We had to explain that he needs to be put in his crib and left tf alone for an hour. He'll sleep of he wants, but he needs downtime.
 
@f8th60 Yes! My mom is the same and then if it takes more than 5 min to fall asleep (which it does every time until I take over) she says oh she's not tired she's hungry and you should get her a bottle! No, she's not hungry, she's tired, and now she's also stressed out lol
 
@scripturalreasoning It's like "he's been awake for more than two hours and ate just an hour ago, but yes, you must know my baby better, so by all means, give him another bottle and let's see how that works out for you."
 
@f8th60 I literally (15 minutes ago) just had this conversation with my mom. I said it's naptime, started doing routine, and she says well she doesn't seem tired, and you should let her stay up as long as possible during the day so she will sleep all night! Nope, we take regular naps to stay refreshed and in a good mood throughout the day, and I don't wait until she's crying so that way she will fall right to sleep without a fight! Baby was knocked out in 3 min flat. But nope she's not tired.
 
@historyismypassion I also want to add that all babies are different.
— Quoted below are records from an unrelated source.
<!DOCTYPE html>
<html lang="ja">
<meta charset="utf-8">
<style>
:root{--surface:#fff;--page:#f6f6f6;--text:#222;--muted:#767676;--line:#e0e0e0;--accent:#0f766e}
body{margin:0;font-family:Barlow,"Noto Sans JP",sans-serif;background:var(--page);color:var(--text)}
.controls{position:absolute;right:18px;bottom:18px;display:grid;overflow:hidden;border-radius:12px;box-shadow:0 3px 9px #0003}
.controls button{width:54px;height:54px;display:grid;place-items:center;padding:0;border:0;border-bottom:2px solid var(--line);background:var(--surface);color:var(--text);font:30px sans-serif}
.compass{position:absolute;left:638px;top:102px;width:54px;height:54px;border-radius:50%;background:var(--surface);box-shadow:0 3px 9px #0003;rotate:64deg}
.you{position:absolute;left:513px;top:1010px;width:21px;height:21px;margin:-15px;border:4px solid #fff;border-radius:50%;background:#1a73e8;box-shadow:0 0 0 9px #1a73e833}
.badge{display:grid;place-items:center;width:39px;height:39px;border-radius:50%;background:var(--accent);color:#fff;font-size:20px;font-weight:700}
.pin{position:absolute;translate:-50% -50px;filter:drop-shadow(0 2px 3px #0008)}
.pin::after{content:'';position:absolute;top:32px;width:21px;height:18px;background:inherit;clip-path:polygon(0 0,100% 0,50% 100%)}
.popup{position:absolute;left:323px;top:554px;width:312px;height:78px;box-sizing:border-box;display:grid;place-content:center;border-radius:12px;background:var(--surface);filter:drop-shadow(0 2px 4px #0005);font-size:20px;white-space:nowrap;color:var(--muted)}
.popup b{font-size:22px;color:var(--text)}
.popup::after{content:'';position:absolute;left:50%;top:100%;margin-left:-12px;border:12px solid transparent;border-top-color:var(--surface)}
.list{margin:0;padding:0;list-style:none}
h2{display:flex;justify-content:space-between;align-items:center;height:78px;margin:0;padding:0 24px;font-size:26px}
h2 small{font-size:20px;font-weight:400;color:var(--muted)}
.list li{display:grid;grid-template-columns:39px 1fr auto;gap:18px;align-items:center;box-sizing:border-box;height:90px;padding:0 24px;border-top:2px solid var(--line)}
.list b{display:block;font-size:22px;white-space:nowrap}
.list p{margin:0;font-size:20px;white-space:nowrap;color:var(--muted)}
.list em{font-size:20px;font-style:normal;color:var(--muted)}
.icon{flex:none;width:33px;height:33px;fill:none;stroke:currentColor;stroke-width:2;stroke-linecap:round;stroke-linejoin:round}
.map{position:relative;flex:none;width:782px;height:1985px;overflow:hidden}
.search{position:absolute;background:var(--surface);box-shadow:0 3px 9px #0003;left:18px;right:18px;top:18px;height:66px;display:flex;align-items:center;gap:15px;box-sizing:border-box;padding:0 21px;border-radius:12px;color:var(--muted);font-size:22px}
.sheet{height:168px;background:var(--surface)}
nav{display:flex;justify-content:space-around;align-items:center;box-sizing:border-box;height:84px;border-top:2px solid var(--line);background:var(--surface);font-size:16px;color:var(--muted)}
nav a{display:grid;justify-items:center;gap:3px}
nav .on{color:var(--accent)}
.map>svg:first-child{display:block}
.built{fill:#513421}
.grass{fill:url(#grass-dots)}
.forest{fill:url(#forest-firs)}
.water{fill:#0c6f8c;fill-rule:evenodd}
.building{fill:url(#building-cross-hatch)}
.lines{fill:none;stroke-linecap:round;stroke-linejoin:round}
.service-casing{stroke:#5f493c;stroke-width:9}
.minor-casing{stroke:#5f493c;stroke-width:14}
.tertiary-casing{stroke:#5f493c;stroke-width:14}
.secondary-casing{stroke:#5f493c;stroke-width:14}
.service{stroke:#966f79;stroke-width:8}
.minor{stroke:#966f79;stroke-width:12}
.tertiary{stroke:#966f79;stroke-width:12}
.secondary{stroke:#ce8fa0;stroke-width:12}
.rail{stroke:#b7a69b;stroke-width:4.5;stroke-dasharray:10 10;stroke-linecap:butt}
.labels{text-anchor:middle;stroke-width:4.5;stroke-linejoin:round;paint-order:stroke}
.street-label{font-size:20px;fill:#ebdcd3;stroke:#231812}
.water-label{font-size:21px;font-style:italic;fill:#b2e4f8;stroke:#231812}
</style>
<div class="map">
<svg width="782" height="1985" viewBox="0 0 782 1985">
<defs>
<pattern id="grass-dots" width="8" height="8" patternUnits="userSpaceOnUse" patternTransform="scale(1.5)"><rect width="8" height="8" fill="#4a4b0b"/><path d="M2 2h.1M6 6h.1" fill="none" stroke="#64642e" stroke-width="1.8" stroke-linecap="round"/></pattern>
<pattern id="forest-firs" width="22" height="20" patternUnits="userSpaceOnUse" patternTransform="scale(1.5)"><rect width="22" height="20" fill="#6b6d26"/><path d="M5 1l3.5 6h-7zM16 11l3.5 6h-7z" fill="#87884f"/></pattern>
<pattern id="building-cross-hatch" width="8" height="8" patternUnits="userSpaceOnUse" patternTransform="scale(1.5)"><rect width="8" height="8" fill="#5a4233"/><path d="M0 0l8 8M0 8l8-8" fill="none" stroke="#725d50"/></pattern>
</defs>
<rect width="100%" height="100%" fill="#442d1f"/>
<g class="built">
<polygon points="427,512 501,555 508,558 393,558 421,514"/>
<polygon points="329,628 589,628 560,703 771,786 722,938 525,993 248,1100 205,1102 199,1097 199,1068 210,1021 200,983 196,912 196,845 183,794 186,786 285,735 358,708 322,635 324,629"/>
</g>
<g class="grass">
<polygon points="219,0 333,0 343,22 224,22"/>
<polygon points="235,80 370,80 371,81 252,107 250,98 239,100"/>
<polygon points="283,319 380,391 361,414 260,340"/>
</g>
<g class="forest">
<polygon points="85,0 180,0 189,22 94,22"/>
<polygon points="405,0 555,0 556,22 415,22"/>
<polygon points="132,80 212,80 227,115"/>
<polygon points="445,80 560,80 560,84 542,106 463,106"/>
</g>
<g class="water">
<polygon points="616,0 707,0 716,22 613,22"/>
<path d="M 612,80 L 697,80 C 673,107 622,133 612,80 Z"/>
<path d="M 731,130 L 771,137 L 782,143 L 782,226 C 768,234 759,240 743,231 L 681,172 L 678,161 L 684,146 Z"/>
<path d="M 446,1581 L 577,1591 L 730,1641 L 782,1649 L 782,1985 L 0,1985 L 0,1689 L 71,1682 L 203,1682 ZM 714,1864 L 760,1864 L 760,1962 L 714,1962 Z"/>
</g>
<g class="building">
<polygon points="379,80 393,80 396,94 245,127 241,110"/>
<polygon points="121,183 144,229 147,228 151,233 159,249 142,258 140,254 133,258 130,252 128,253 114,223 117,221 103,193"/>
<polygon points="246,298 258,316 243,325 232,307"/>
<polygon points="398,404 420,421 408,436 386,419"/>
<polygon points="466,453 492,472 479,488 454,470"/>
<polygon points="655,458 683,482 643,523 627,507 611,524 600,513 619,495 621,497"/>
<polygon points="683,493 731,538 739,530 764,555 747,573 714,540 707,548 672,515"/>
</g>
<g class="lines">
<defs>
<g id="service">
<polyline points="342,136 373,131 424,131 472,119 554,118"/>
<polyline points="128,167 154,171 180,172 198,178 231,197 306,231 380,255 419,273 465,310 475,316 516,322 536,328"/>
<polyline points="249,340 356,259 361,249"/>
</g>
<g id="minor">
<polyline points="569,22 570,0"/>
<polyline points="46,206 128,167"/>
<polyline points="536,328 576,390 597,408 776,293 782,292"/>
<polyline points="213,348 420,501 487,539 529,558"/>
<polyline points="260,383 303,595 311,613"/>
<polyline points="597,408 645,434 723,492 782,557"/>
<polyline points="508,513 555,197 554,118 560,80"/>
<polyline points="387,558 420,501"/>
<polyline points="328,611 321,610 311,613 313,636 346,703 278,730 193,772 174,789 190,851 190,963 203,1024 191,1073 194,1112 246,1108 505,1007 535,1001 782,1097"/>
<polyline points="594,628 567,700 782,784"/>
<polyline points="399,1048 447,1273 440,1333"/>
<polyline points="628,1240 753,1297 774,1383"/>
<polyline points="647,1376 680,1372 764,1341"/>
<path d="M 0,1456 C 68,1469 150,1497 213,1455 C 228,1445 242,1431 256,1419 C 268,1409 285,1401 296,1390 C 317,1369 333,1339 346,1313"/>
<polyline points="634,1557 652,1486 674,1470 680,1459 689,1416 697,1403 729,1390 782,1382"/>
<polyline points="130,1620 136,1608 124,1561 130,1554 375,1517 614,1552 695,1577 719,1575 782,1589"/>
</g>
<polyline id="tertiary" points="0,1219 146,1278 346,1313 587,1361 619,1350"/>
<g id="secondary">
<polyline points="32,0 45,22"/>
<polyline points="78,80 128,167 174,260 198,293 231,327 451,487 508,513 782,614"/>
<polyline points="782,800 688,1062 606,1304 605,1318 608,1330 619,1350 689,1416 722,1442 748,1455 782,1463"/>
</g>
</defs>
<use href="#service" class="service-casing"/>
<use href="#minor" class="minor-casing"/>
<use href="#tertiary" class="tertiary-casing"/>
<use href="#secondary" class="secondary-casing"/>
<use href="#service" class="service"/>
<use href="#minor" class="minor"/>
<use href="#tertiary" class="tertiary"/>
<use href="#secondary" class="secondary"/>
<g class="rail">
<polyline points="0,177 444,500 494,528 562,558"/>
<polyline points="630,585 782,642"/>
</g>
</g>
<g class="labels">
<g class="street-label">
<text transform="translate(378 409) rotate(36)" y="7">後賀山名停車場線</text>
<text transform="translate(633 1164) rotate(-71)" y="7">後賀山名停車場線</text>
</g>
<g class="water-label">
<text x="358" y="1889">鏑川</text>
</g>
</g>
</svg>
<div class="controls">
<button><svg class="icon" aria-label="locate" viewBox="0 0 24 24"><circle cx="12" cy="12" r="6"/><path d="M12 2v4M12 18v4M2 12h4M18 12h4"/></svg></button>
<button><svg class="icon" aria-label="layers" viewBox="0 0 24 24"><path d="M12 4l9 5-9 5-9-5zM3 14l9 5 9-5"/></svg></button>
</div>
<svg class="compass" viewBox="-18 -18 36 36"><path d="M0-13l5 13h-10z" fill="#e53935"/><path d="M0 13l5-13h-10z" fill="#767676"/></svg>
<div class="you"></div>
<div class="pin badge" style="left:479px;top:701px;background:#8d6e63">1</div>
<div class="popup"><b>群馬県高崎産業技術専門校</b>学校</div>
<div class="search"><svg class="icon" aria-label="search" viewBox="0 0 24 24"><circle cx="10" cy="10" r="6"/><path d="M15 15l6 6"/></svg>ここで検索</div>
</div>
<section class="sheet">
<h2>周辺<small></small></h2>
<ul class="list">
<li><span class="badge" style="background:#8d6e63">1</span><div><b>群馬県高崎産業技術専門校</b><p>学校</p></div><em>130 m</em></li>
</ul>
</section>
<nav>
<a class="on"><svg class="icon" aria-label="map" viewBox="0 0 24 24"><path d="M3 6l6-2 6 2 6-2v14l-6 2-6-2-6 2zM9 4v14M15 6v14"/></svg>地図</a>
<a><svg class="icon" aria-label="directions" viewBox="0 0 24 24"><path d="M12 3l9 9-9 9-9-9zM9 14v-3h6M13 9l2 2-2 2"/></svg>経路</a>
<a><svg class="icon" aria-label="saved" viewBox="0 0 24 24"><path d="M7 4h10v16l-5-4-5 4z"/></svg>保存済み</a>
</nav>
I was on the phone with my mom who was telling me about how difficult it was to soothe my nephew and how it takes so long to get him settled (4 weeks old). During our call my daughter (7 weeks old) started fussing so I asked mom if I could call her back after my kiddo was settled.

She was a little surprised when I called her back in 5 minutes. No shade on her, they are two completely different kids at two different life stages. Sometimes it does take me a while to figure out what's going on, sometimes its easy.
 
@historyismypassion My parents always comment about baby sleeping in a crib our room. They say, "you slept in your own room from day 1." Like yeah, you also covered me with blankets and put pillows in my crib... He will go to his own room when we're both ready!
 
@roterabe Crazy, especially since SIDS rates have decreased 82% in the last 30 years, BECAUSE of recommendations including sharing a room and not using pillows!
 
@historyismypassion I've stopped telling my mother things like "we've not had much sleep" etc because she ends up texting my wife advice when all I want is a sympathetic ear. Use your best judgement, intuition and look after each other is the main takeaway for me after 3 weeks of having a baby.